> Exercise material
◇ ◇ ◇ ◇ ◇
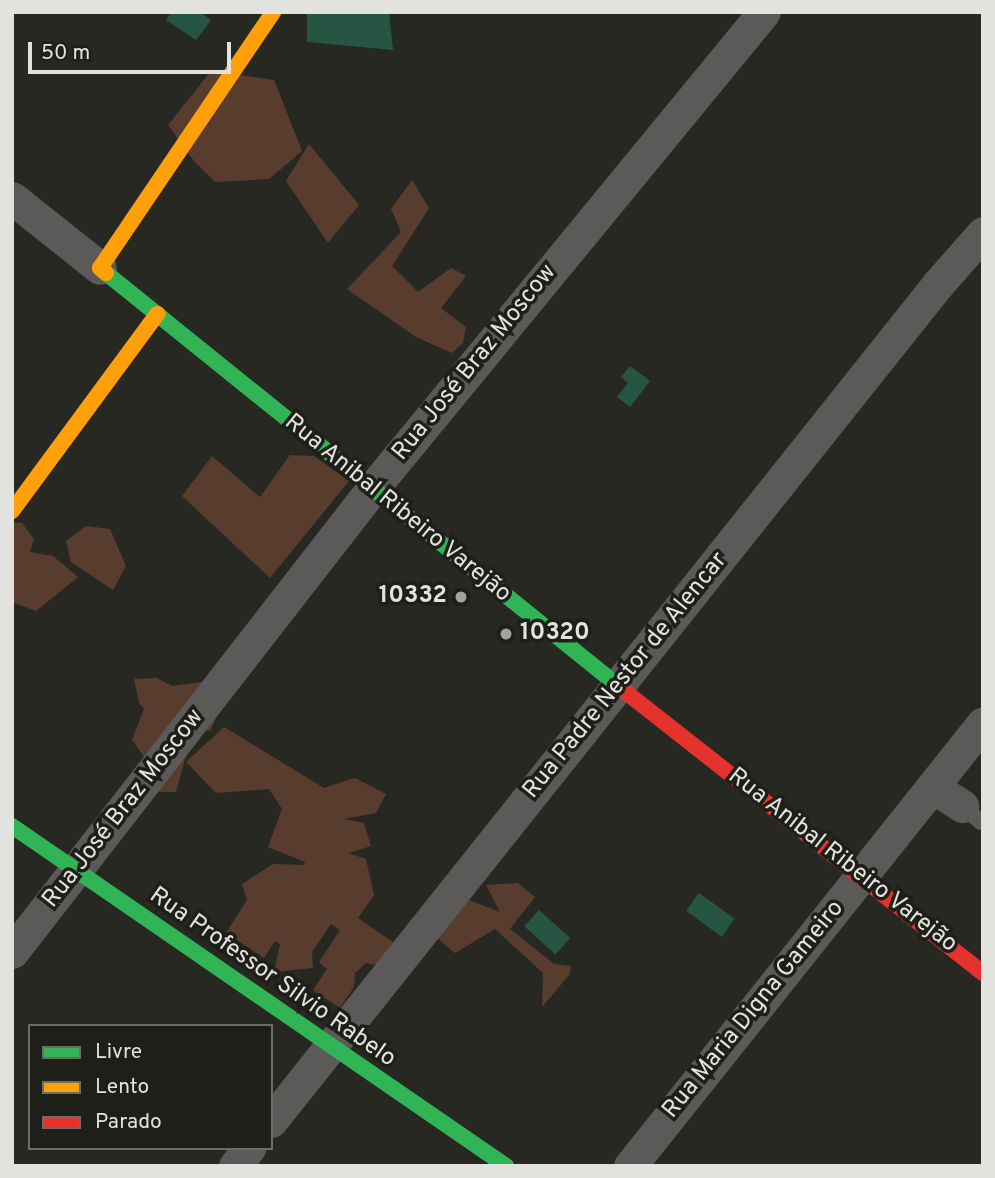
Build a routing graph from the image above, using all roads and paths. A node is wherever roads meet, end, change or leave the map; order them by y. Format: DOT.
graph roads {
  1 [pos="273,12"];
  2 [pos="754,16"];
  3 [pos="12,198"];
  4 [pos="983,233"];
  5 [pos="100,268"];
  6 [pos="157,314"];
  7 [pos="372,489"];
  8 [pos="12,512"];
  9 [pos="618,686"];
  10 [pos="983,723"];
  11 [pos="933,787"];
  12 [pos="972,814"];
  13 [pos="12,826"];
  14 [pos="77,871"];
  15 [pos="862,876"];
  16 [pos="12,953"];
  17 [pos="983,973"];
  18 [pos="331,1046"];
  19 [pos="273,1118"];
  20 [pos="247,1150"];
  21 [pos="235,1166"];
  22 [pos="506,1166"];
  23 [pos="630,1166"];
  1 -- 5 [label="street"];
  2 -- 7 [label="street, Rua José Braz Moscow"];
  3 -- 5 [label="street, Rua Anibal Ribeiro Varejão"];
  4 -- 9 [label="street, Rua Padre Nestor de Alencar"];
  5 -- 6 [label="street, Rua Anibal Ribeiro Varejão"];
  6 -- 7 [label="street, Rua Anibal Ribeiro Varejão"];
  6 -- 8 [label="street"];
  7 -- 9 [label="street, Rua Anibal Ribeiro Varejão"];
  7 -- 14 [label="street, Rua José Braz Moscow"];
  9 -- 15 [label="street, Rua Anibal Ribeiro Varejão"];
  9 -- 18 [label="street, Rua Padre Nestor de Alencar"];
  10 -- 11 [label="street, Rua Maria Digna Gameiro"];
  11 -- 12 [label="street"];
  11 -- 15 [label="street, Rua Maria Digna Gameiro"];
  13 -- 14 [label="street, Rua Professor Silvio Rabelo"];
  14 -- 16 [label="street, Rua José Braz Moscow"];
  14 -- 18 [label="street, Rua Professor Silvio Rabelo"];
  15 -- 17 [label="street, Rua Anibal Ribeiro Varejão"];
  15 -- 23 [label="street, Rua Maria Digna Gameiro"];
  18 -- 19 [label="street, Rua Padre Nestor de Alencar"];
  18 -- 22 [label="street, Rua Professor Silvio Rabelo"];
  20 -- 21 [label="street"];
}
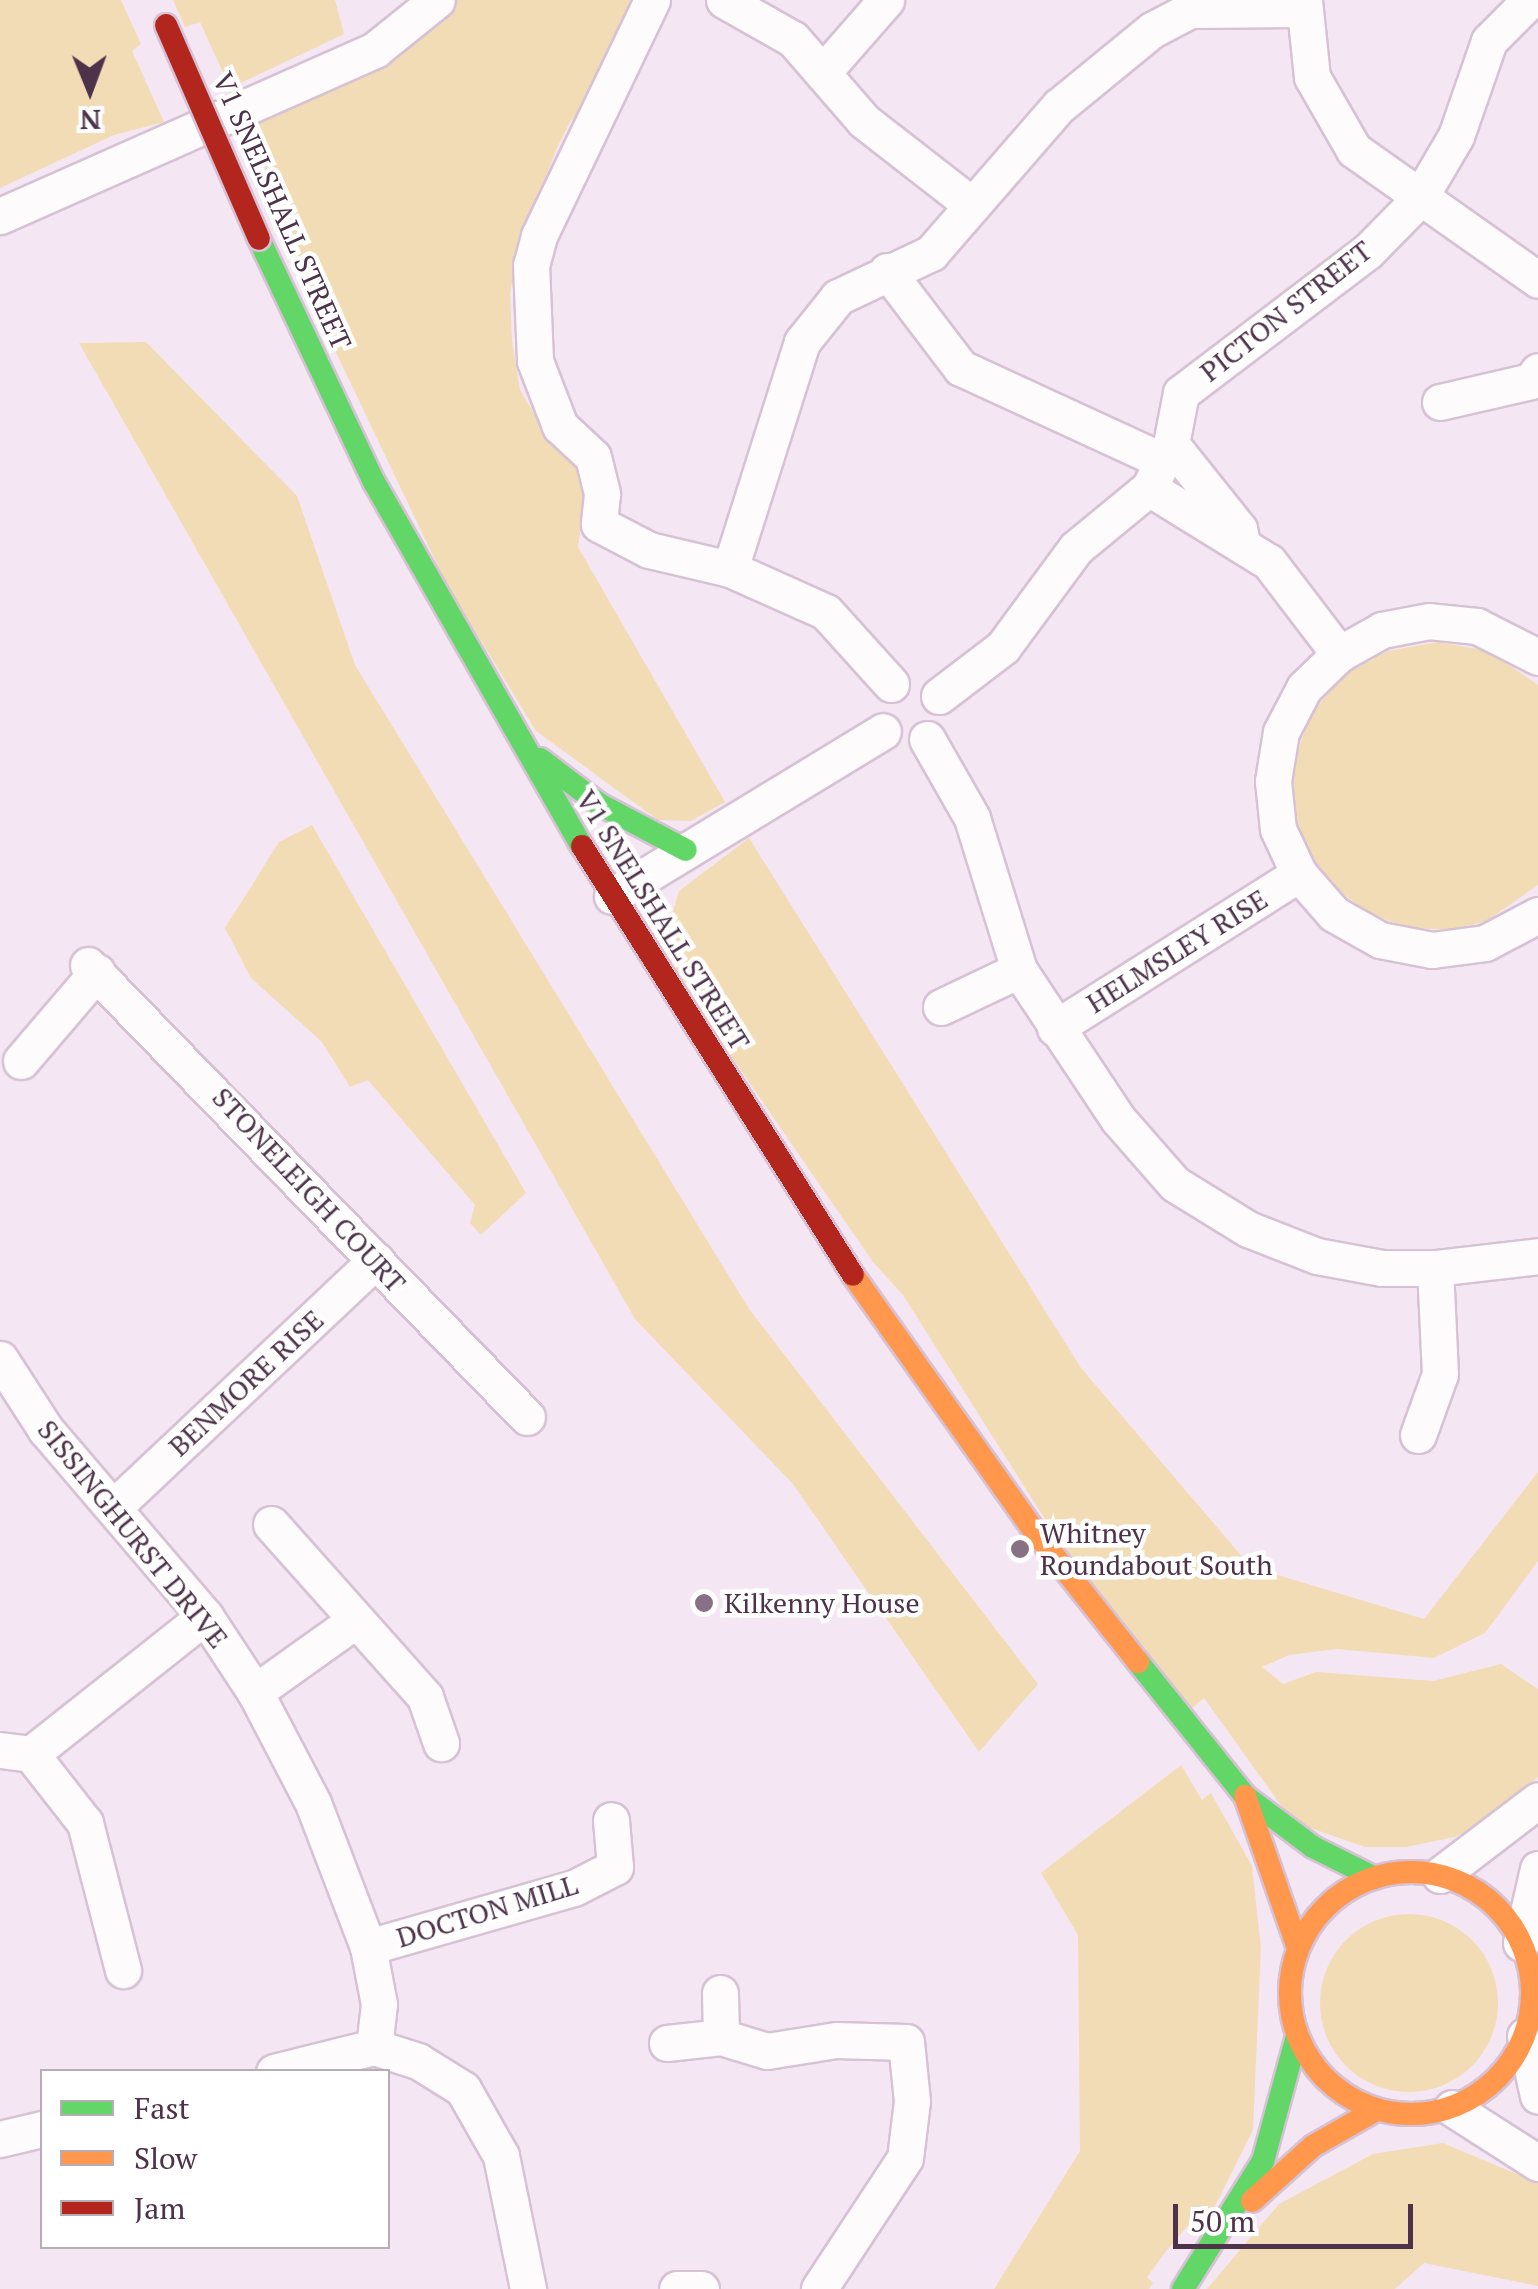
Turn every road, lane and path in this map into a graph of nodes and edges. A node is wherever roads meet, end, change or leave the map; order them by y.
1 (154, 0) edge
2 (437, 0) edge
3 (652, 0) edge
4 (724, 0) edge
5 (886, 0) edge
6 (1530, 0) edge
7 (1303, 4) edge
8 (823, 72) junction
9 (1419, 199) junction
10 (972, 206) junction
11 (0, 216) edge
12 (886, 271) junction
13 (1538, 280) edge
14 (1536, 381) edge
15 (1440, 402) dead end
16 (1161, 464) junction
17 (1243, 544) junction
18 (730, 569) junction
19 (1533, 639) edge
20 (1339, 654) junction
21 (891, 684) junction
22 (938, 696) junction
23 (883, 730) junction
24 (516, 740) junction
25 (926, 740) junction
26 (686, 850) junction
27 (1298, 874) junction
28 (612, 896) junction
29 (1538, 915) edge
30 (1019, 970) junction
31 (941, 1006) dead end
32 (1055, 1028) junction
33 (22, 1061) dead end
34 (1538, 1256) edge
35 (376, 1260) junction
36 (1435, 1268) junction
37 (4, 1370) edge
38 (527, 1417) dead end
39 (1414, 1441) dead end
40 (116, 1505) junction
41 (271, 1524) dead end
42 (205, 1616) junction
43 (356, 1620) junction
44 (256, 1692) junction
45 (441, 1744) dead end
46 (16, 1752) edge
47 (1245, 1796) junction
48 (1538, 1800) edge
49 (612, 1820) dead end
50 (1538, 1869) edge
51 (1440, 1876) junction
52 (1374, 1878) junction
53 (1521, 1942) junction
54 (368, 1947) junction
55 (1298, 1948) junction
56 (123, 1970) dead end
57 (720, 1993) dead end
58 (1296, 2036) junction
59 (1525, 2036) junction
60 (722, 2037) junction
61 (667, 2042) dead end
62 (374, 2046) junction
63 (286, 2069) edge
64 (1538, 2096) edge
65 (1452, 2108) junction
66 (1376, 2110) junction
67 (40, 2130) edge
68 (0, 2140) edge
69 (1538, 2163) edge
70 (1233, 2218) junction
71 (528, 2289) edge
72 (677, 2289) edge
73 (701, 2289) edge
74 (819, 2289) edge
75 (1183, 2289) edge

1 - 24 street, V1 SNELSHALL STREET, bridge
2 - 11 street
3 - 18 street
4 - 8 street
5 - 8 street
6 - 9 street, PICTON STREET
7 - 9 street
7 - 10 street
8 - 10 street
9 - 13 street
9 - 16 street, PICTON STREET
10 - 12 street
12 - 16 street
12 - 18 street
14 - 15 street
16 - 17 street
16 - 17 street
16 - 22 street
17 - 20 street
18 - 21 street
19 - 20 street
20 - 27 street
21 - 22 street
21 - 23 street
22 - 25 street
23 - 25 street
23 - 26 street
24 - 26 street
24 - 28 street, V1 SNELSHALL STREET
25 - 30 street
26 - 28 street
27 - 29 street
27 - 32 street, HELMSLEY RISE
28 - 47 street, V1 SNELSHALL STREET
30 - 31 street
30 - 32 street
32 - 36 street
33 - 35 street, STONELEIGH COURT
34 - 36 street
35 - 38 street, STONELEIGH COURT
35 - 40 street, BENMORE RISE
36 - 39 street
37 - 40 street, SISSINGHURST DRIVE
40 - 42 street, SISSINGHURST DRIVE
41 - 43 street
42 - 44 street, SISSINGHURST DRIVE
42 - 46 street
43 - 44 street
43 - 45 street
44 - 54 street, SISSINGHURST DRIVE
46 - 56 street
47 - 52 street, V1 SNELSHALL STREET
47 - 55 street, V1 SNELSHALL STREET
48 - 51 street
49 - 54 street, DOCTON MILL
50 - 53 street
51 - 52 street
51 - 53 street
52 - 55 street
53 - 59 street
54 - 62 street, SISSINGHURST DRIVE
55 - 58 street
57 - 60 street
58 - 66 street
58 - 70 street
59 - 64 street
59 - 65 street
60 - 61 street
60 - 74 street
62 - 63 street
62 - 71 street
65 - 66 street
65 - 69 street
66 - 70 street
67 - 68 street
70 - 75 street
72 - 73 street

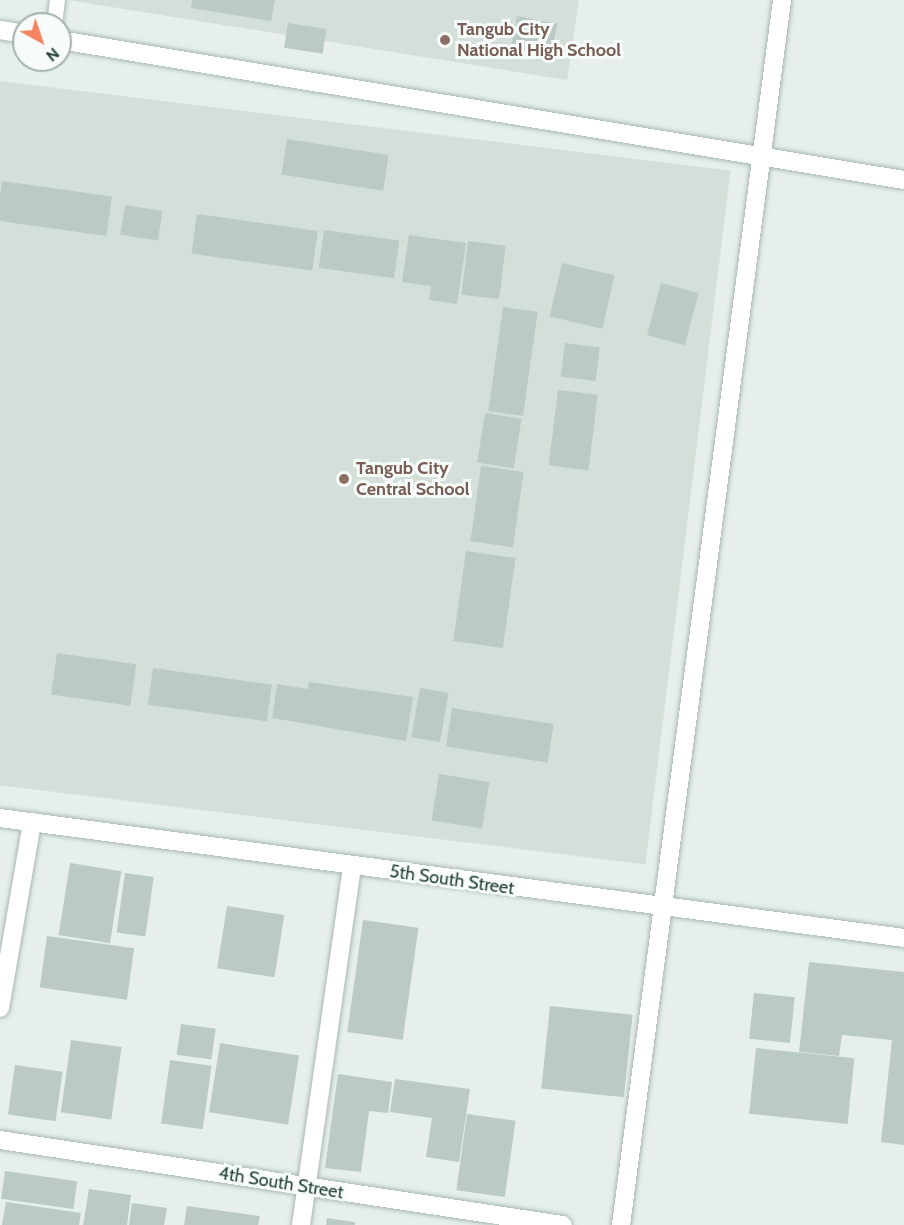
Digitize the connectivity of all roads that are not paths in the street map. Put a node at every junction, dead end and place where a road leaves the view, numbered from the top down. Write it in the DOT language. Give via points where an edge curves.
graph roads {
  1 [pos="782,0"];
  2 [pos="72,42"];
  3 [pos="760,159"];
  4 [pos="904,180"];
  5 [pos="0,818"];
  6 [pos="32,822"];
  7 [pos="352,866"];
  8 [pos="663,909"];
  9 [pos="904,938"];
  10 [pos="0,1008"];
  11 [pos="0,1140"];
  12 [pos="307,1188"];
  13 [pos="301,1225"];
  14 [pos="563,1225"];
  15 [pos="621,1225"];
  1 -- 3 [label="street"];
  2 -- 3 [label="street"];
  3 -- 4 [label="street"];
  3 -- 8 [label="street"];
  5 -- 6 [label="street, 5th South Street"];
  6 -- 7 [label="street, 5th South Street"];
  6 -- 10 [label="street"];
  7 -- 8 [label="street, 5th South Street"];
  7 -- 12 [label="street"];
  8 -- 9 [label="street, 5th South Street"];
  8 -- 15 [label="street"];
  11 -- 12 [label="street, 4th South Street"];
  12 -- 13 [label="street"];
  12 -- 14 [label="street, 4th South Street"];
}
◇ ◇ ◇ ◇ ◇
Work out the count of lines in the data above containing the string "node". Give it alone.

> Result
3